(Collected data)

★ ★ ★ ★

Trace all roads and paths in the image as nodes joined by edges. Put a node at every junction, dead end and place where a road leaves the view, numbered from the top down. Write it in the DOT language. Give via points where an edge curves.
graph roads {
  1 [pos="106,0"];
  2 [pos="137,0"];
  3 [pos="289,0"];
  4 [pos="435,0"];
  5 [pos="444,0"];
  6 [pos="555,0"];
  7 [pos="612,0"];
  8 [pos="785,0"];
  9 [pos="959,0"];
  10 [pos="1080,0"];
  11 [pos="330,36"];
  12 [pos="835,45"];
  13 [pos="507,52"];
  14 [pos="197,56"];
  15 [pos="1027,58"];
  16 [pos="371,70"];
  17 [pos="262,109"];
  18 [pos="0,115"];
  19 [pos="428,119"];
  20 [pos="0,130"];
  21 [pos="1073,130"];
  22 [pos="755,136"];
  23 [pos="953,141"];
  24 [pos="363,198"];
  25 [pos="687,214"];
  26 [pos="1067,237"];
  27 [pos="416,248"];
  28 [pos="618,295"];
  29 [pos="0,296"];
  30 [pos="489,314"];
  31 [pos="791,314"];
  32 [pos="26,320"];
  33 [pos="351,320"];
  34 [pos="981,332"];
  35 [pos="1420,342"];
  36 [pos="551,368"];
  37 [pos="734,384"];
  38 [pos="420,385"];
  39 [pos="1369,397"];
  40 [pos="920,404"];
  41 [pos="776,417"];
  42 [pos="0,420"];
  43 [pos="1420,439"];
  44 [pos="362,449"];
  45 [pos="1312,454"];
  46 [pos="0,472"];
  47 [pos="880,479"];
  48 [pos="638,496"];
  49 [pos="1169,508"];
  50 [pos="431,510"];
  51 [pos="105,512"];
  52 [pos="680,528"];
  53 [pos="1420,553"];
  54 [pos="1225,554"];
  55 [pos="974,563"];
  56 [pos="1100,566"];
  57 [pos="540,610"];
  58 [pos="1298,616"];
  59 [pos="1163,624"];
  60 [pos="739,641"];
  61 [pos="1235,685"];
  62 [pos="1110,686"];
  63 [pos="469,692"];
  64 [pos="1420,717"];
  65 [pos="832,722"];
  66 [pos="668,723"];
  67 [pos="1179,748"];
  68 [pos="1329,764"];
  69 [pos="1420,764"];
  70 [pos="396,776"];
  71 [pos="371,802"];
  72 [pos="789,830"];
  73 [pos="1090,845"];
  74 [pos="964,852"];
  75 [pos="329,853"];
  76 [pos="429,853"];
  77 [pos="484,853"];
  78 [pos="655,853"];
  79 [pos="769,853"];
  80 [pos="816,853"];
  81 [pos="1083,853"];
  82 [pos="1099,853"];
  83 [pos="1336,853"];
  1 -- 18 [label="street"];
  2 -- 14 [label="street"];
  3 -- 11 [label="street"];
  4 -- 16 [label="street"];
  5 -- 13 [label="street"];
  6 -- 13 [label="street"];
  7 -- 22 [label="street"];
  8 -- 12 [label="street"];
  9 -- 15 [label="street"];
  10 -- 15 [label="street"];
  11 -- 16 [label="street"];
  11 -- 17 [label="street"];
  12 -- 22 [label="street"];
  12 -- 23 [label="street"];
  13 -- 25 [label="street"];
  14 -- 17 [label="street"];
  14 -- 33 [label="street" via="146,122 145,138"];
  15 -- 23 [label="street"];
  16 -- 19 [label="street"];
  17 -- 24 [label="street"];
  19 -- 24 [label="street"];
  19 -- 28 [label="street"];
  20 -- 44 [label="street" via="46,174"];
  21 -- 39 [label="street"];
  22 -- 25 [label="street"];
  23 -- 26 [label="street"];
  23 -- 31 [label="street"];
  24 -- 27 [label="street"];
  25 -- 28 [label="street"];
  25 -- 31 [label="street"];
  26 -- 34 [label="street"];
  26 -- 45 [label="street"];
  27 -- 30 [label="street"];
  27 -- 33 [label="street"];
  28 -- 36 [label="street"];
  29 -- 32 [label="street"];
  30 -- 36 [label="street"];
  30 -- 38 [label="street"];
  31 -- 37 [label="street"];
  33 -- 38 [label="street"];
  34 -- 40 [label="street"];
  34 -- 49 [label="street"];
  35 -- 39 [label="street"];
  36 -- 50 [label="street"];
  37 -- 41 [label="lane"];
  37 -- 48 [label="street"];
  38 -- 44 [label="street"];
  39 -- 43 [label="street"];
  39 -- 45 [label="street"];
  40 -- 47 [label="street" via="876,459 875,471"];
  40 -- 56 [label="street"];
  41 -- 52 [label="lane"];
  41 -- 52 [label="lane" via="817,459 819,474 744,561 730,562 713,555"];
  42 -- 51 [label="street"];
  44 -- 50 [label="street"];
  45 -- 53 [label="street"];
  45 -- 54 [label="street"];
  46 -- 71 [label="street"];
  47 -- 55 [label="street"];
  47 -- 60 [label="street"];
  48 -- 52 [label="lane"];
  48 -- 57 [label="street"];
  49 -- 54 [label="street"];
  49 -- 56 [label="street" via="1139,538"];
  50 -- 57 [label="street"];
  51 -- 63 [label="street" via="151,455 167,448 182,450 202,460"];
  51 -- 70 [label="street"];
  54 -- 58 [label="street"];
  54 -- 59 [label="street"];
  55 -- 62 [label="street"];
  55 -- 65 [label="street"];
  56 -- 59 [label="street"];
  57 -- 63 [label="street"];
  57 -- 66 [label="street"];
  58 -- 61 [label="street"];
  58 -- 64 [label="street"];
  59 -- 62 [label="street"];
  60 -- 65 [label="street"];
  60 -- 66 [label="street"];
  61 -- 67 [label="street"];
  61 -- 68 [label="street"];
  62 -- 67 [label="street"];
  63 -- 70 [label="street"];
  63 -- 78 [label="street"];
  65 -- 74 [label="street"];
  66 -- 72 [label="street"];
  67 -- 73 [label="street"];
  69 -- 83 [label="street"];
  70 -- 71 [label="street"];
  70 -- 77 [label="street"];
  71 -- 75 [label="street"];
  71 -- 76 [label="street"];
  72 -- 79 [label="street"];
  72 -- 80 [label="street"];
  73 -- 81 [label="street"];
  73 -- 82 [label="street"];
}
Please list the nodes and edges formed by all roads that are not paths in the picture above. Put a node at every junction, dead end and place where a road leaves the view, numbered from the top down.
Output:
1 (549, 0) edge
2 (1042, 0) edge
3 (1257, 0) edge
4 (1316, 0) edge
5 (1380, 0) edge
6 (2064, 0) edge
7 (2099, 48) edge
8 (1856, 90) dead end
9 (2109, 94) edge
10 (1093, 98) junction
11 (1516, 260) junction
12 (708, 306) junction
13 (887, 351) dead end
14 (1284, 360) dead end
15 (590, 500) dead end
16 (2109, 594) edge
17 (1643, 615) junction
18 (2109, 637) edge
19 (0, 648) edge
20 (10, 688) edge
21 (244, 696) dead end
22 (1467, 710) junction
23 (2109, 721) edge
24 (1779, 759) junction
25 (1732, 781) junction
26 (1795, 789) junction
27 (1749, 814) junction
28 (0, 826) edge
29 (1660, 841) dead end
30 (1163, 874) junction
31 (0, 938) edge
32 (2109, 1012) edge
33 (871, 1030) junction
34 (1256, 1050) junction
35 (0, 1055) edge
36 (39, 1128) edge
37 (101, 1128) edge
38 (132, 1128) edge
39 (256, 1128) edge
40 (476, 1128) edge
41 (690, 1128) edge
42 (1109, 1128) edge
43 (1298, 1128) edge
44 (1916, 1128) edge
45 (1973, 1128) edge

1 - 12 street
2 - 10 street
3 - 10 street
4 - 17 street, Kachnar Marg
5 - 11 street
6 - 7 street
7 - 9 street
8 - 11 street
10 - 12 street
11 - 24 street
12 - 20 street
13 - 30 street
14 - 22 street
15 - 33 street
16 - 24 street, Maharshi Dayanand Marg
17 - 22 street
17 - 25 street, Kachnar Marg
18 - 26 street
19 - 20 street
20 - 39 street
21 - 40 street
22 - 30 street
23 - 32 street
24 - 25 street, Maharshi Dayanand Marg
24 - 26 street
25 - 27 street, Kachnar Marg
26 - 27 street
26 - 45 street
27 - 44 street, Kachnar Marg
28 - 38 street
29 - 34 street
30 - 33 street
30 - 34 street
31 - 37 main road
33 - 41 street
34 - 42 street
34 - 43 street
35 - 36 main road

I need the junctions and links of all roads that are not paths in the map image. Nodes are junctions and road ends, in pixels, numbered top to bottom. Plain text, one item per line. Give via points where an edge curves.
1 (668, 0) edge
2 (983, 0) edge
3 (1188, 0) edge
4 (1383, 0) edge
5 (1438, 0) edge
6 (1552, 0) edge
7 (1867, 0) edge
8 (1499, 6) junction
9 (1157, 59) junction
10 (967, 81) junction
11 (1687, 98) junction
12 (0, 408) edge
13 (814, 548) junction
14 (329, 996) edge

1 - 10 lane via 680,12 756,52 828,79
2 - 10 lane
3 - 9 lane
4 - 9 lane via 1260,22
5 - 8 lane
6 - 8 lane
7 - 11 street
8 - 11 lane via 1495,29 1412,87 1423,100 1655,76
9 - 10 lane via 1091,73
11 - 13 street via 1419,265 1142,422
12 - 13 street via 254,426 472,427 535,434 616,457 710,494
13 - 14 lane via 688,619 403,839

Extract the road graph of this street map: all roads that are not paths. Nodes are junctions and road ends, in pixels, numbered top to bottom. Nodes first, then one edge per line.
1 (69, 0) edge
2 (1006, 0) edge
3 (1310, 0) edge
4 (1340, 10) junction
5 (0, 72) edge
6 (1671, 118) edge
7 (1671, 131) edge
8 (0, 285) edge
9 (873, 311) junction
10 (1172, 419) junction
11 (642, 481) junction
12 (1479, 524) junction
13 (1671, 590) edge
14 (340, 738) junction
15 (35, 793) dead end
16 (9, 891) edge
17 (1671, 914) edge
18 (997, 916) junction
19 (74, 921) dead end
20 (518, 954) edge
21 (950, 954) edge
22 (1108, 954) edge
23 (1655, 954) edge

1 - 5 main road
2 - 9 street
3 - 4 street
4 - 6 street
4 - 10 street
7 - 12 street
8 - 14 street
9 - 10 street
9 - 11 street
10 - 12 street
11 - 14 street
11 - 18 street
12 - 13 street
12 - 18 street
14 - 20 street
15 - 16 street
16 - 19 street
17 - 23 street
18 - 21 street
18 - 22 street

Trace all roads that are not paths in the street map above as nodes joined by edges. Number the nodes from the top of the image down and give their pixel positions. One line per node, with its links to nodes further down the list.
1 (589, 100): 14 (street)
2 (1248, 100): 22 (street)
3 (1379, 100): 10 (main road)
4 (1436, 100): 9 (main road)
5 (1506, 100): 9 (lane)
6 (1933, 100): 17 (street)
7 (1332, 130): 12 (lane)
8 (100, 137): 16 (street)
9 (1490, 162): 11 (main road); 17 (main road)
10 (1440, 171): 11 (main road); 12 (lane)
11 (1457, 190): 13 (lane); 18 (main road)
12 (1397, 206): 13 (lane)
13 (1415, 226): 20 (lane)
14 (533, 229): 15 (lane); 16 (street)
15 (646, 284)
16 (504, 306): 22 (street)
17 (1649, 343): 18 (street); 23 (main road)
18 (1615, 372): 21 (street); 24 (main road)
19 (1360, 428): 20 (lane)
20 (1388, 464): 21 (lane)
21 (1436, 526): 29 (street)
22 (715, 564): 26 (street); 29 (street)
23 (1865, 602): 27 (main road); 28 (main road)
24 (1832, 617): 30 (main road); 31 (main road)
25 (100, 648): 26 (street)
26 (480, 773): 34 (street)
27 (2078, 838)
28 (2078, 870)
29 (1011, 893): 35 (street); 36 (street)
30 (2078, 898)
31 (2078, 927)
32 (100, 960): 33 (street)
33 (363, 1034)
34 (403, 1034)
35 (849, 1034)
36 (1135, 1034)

★ ★ ★ ★

=== INSTRUCTIONS TO FOLLOW ===
Which lines above include the string "Maharshi"? Show them.

=== OUTPUT OF THE TASK ===
16 - 24 street, Maharshi Dayanand Marg
24 - 25 street, Maharshi Dayanand Marg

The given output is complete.